Re: [PATCH v15 12/14] x86/sgx: Turn on per-cgroup EPC reclamation

"Haitao Huang" <haitao.huang@xxxxxxxxxxxxxxx> · Thu, 20 Jun 2024 10:06:01 -0500




Hi Kai

On Thu, 20 Jun 2024 05:30:16 -0500, Huang, Kai <kai.huang@xxxxxxxxx> wrote:


On 18/06/2024 12:53 am, Huang, Haitao wrote:
From: Kristen Carlson Accardi <kristen@xxxxxxxxxxxxxxx>

Previous patches have implemented all infrastructure needed for
per-cgroup EPC page tracking and reclaiming. But all reclaimable EPC
pages are still tracked in the global LRU as sgx_epc_page_lru() always
returns reference to the global LRU.

Change sgx_epc_page_lru() to return the LRU of the cgroup in which the
given EPC page is allocated.

This makes all EPC pages tracked in per-cgroup LRUs and the global
reclaimer (ksgxd) will not be able to reclaim any pages from the global
LRU. However, in cases of over-committing, i.e., the sum of cgroup
limits greater than the total capacity, cgroups may never reclaim but
the total usage can still be near the capacity. Therefore a global
reclamation is still needed in those cases and it should be performed
from the root cgroup.

Modify sgx_reclaim_pages_global(), to reclaim from the root EPC cgroup
when cgroup is enabled. Similar to sgx_cgroup_reclaim_pages(), return
the next cgroup so callers can use it as the new starting node for next
round of reclamation if needed.

Also update sgx_can_reclaim_global(), to check emptiness of LRUs of all
cgroups when EPC cgroup is enabled, otherwise only check the global LRU.

Finally, change sgx_reclaim_direct(), to check and ensure there are free
pages at cgroup level so forward progress can be made by the caller.

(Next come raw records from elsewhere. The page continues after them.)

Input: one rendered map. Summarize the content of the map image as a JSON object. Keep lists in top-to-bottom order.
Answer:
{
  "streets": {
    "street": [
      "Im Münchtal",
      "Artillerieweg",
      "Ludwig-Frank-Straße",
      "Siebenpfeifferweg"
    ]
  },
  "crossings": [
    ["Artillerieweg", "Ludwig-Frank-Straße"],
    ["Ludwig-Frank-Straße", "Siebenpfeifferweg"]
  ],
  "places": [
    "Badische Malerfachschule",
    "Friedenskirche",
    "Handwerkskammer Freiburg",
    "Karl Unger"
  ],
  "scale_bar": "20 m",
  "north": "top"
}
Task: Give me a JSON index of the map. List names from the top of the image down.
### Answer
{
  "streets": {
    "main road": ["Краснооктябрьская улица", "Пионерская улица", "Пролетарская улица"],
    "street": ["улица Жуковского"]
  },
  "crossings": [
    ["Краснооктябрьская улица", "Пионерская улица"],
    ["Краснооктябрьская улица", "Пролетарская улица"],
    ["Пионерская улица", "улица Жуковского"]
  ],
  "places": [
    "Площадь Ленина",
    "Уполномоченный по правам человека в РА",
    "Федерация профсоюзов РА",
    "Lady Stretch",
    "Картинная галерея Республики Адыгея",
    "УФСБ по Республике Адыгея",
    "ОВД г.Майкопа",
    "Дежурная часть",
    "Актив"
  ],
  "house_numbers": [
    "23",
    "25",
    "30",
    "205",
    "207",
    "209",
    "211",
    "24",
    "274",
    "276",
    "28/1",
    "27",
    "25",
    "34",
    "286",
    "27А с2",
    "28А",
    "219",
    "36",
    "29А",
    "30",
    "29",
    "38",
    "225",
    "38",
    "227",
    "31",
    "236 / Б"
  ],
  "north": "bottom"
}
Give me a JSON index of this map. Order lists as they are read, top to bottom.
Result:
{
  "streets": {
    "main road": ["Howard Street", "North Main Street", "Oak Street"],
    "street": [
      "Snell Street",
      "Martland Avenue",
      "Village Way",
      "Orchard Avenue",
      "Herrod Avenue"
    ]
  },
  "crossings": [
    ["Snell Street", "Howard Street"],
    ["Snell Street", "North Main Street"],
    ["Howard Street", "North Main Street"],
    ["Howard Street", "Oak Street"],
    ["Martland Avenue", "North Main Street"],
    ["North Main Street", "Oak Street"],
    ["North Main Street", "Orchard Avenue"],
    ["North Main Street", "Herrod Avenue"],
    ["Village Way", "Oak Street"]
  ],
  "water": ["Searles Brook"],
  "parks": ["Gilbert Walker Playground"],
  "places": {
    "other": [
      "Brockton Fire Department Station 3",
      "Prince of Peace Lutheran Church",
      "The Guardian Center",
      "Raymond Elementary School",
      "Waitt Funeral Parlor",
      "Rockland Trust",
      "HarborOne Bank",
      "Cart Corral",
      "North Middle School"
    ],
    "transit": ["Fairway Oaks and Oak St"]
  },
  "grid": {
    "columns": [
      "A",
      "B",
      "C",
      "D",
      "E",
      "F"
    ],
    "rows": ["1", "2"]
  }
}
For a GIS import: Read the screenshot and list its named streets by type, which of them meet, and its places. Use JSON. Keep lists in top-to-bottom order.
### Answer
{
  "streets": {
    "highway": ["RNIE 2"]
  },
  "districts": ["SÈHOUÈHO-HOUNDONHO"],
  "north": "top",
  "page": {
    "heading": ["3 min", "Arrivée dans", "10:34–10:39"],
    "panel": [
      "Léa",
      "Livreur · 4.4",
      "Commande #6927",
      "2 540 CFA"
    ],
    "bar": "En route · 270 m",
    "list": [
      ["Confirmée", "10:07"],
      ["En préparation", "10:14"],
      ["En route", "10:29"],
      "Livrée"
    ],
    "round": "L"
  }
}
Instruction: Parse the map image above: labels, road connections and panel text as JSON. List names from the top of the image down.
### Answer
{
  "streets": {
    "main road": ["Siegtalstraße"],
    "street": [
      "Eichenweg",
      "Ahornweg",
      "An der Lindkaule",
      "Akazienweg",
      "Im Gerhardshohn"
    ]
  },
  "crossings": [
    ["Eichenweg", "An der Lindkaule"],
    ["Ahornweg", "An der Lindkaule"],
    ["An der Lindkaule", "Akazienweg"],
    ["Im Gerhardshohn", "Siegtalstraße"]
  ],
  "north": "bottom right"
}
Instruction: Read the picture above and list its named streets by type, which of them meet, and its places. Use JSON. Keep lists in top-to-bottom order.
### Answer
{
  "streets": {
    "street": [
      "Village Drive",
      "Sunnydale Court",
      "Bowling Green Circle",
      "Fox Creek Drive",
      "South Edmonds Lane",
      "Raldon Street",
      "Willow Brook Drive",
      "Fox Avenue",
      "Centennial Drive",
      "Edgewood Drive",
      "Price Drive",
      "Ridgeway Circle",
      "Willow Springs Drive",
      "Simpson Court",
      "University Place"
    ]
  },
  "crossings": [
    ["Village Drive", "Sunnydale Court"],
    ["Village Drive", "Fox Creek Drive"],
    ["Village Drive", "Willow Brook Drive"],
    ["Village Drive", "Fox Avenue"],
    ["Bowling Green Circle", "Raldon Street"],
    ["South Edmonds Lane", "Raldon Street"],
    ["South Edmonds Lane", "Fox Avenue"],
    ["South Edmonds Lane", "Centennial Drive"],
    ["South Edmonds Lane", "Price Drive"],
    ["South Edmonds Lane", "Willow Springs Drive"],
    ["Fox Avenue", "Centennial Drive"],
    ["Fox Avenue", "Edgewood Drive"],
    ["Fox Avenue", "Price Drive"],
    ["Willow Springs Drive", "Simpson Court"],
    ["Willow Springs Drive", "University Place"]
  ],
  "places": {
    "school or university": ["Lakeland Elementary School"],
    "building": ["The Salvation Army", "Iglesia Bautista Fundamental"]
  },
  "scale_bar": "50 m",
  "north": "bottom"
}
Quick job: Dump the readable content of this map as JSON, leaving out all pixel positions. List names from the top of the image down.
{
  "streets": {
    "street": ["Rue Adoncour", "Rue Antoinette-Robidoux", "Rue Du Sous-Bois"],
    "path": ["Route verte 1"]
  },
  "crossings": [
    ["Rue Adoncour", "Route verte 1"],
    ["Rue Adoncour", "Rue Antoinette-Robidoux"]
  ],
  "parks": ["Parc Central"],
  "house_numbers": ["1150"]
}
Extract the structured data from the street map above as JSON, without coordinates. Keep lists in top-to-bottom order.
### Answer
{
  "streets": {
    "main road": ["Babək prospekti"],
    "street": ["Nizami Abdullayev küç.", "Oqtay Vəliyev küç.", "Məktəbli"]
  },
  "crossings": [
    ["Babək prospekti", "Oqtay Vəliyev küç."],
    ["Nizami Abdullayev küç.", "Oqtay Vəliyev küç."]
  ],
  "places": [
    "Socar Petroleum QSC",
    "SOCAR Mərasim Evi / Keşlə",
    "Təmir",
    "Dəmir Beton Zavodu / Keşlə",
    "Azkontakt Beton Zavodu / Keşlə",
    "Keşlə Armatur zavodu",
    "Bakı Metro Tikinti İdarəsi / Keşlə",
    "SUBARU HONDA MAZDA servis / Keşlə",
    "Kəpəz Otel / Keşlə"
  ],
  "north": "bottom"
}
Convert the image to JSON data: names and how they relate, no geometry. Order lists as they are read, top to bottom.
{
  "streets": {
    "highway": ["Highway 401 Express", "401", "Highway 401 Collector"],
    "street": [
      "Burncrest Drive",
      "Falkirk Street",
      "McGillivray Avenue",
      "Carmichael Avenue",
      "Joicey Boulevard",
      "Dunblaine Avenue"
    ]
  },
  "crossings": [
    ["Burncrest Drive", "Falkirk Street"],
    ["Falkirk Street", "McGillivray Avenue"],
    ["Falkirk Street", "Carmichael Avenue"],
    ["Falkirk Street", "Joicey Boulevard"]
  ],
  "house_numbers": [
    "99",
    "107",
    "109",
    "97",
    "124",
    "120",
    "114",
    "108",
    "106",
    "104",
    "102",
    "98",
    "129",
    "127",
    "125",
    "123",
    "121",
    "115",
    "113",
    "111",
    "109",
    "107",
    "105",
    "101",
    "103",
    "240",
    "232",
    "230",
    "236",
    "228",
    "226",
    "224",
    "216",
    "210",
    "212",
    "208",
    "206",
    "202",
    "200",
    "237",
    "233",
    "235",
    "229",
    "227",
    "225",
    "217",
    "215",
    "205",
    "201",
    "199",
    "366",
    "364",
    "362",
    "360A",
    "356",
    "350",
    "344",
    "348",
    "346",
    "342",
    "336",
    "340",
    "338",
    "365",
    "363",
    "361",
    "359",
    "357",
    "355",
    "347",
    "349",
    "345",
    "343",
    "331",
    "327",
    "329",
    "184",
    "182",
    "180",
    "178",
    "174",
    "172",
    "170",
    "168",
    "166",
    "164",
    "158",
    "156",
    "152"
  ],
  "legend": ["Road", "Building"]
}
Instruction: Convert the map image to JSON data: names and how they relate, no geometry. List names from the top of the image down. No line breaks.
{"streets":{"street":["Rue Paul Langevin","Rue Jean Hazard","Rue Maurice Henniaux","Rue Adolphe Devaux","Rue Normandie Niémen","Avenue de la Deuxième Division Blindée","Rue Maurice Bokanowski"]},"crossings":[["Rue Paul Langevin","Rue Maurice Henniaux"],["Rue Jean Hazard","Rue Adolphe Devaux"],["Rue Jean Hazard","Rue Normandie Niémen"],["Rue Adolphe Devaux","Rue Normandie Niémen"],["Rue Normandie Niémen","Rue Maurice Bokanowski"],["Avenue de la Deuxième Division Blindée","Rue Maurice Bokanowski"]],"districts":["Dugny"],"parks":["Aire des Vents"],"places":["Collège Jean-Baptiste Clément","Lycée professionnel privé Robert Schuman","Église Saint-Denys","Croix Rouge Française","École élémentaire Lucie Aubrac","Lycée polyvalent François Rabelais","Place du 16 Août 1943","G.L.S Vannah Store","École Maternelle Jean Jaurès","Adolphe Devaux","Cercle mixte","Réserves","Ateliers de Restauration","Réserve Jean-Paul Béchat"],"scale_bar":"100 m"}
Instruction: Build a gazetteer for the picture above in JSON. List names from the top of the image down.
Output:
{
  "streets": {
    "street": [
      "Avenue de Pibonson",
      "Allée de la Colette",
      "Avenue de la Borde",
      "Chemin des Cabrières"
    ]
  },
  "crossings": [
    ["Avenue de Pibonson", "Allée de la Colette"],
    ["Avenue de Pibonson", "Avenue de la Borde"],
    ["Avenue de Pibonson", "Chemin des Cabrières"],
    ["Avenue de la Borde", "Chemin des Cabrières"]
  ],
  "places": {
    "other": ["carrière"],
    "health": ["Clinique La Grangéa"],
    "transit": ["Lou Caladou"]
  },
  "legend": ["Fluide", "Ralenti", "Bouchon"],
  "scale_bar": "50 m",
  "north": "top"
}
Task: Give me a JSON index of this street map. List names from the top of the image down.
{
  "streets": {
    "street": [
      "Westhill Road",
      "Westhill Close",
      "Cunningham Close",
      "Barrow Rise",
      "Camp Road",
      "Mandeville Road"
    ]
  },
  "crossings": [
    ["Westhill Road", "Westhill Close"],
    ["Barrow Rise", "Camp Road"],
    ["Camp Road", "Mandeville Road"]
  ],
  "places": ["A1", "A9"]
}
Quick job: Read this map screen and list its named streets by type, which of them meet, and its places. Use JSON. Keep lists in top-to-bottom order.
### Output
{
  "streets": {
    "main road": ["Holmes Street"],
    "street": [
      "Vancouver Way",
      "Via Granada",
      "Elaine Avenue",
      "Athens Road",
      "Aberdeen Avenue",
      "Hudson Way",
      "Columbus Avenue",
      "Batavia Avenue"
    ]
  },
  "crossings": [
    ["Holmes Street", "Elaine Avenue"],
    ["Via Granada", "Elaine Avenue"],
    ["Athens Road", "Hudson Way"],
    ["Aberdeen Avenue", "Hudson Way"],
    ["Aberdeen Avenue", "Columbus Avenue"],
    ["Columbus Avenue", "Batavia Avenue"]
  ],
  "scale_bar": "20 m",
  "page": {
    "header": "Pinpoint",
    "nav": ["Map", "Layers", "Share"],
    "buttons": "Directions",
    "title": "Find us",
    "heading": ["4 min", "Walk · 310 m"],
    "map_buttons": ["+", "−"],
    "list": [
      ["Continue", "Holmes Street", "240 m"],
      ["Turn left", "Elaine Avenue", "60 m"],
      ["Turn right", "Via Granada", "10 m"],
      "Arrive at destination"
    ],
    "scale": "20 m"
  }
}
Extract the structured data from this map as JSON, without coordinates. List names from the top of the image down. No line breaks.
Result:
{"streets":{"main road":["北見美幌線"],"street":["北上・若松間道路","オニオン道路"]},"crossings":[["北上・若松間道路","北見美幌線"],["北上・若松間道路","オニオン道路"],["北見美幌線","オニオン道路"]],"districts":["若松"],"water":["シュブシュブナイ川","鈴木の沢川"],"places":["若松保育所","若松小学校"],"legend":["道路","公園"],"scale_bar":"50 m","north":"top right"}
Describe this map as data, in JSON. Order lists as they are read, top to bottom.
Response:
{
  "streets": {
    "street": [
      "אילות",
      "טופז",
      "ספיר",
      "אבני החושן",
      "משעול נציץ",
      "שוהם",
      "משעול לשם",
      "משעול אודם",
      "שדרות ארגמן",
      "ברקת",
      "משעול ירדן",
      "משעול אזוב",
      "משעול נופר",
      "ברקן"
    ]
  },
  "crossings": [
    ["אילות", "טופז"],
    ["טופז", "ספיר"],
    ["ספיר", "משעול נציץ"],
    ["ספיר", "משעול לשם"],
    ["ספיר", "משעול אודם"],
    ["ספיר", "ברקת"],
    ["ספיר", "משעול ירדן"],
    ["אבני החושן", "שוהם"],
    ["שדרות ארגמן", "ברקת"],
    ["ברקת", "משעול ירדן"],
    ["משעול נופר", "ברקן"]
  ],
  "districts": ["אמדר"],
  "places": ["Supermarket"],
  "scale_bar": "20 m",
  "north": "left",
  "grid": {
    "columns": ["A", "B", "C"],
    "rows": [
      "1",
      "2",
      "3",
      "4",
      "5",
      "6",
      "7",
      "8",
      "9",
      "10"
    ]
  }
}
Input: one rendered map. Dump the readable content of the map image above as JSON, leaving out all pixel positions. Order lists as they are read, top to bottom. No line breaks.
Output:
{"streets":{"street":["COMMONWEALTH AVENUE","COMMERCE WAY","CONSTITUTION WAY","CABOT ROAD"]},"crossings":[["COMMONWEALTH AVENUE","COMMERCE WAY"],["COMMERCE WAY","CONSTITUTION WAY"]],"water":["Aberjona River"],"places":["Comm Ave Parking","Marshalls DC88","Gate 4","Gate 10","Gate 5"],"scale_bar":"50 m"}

Reading above, it's not clear how the _new_ global reclaim works with
multiple LRUs.

E.g., the current global reclaim essentially treats all EPC pages equally
when scanning those pages.  From the above, I don't see how this is
achieved in the new global reclaim.

The changelog should:

1) describe the how does existing global reclaim work, and then describe
how to achieve the same beahviour in the new global reclaim which works
with multiple LRUs;

2) If there's any behaviour difference between the "existing" vs the  
"new"
global reclaim, the changelog should point out the difference, and  
explain
why such difference is OK.

Sure I can explain. here is what I plan to add for v16:

Note the original global reclaimer has
only one LRU and always scans and reclaims from the head of this global
LRU. The new global reclaimer always starts the scanning from the root
node, only moves down to its descendants if more reclamation is needed
or the root node does not have SGX_NR_TO_SCAN (16) pages in the LRU.
This makes the enclave pages in the root node more likely being
reclaimed if they are not frequently used (not 'young'). Unless we track
pages in one LRU again, we can not really match exactly the same
behavior of the original global reclaimer. And one-LRU approach would
make per-cgroup reclamation scanning and reclaiming too complex.  On the
other hand, this design is acceptable for following reasons:

1) For all purposes of using cgroups, enclaves will need live in
     non-root (leaf for cgroup v2) nodes where limits can be enforced
     per-cgroup.
2) Global reclamation now only happens in situation mentioned above when
     a lower level cgroup not at its limit can't allocate due to over
     commit at global level.
3) The pages in root being slightly penalized are not busily used
     anyway.
4) In cases that multiple rounds of reclamation is needed, the caller of
     sgx_reclaim_page_global() can still recall for reclaiming in 'next'
     descendant in round robin way, each round scans for SGX_NR_SCAN pages
     from the head of 'next' cgroup's LRU.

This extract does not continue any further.